"Kee" Points with Jim Kee, Ph.D.

Second quarter US GDP growth came in at a 1.7 percent annualized rate, up from 1.1 percent in the first quarter. That makes more sense to me, as the first quarter is typically the weakest (while thethird quarter is typically the strongest). There is some truth to the adage that, rather than looking at GDP to see where stocks are going, it makes more sense to look at the stock market to see where GDP is headed. That's because prices lead quantities, and stock price data is forward looking while GDP numbers are backward looking, reported with a time lag, and subject to frequently large revisions.

Indeed, economist Edward Lazear made that exact case in Friday's Wall Street Journal in an article titled "The Stock Market Beats GDP as an Economic Bellwether." Any economist who has been involved in building economic forecasting models, including this economist, has tried to use the stock market as an input for predicting the economy. My experience has been that it (the stock market) is much too volatile to be really useful. But Lazear's article made some interesting points, the most noteworthy being that the advance estimate from the Bureau of Economic Analysis (BEA) has missed the actual average growth rate, updated later when more complete data is available, by half. That's pretty striking! He makes the point that there is actually no predictive power in quarterly GDP figures, a fact that I have mentioned before based upon detailed research by noted UCLA econometrician Edward Leamer.

Updates in the calculated GDP numbers, something the BEA does about every five years, also added about 3 percent to the size of US GDP, roughly like adding a country the size of Belgium (Financial Times). The biggest change was the treatment of spending on research and development (R&D) and copyrights as investments. I wouldn't make too much of this, nor would I let business journalists persuade you into making too much of it. Economists have always felt that R&D is an investment with multi-year benefits, as is much of advertising but R&D is less controversial. Some of that spending is of course wasted, but some is truly an investment. When a steel company reinvests, it builds more plants; when a retailer does so, it builds new stores or leases them, which are called operating leases. And when a technology company or biotech company reinvests, for example, they spend on R&D. So that's an update of GDP methodology that I’m fine with.

Anyway, the increased US growth rate from the first quarter to the second reflects an acceleration in growth, albeit modest, which is consistent with recent manufacturing and non-manufacturing US PMIs (purchasing managers indices). Both showed the US economy gaining momentum last month. Elsewhere in the world, there are signals from global PMIs and other leading indicators that global growth might be picking up. Capital Economics points out that, while there is a lot of fanfare regarding the "great deceleration" in emerging markets, the crucial fact is that the "BRICs" (Brazil, Russian, India, and China) have been slowing for years and will probably level off in the future rather than fall further. I think that's the right view.
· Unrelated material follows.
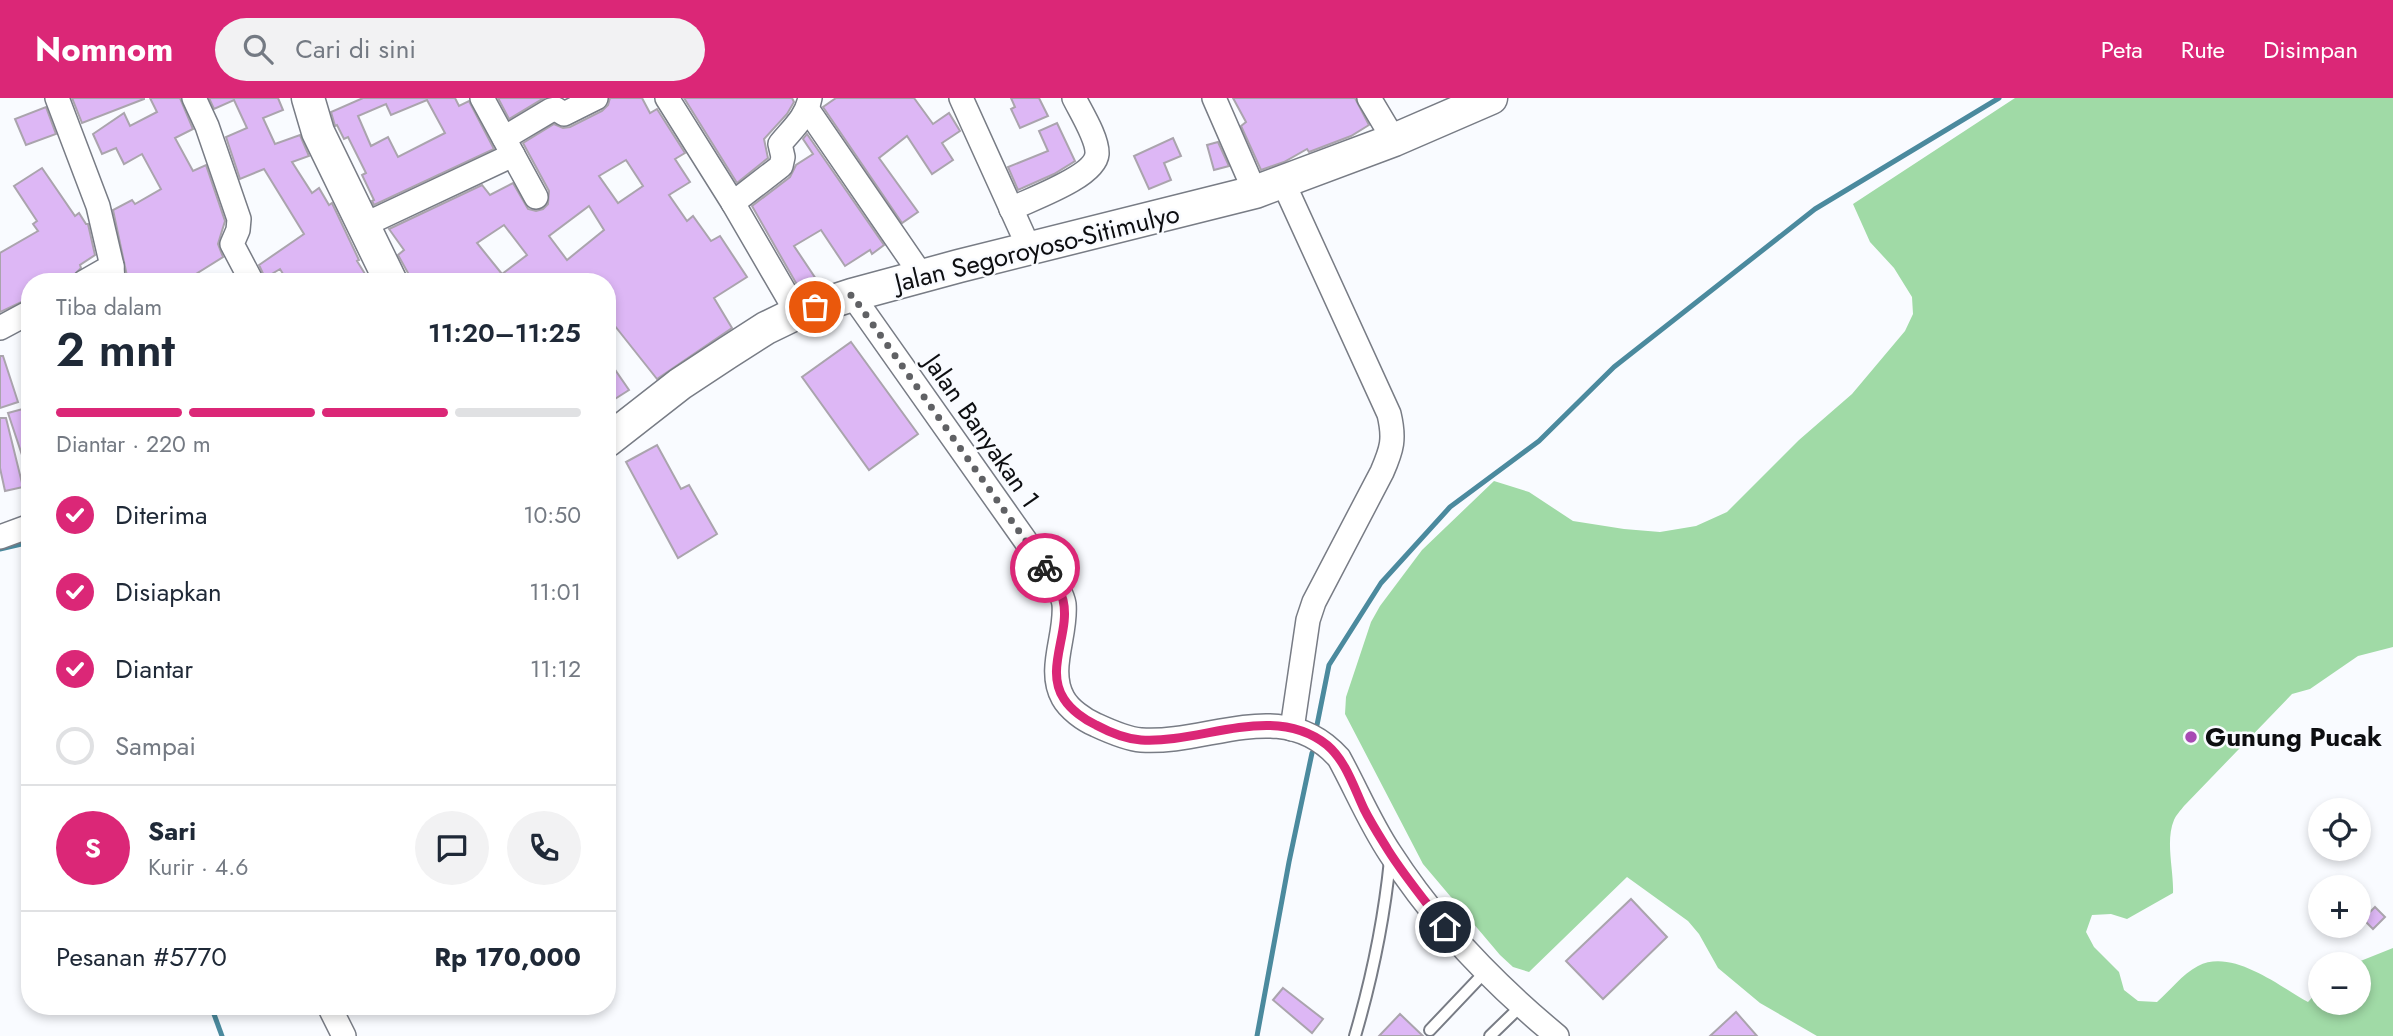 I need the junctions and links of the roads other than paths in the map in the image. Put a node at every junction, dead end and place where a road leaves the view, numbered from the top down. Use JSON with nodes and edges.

Finally, I'll take a stab at where interest rates should be. Currently, the 10-year US Treasury yield is 2.65 percent. That seems really low, but with low inflation expectations and low growth, how low should it be? One way to look at it would be to compare rates today with those of a similar period in which inflation expectations were well anchored, like the Bretton Woods era from 1944 to 1971. During that period, the dollar was linked to gold, and the world’s major currencies were fixed (rather than floating) to the dollar. The median 10-year yield was 3.56 percent, about 90 basis points higher than it is today. During the first 20 years of Bretton Woods, the median 10 year yield was 2.75 percent, or about 25 basis points higher than it is today. I’ll ball park it by saying that if inflation expectations remain low, the 10-year yield should rise 50 to 100 basis points. There are of course major shortcomings to this kind of analysis. For example, there should be some sort of “fiat currency premium” built into interest rates today because the dollar is not linked to anything. That should make interest rates (government yields) higher. Working against that is the fact that today we have major global buyers of Treasuries like China, Japan, and Korea that weren’t as significant back then. That would put downward pressure on yields. But overall, I think 50 to a 100 basis points is a good starting point.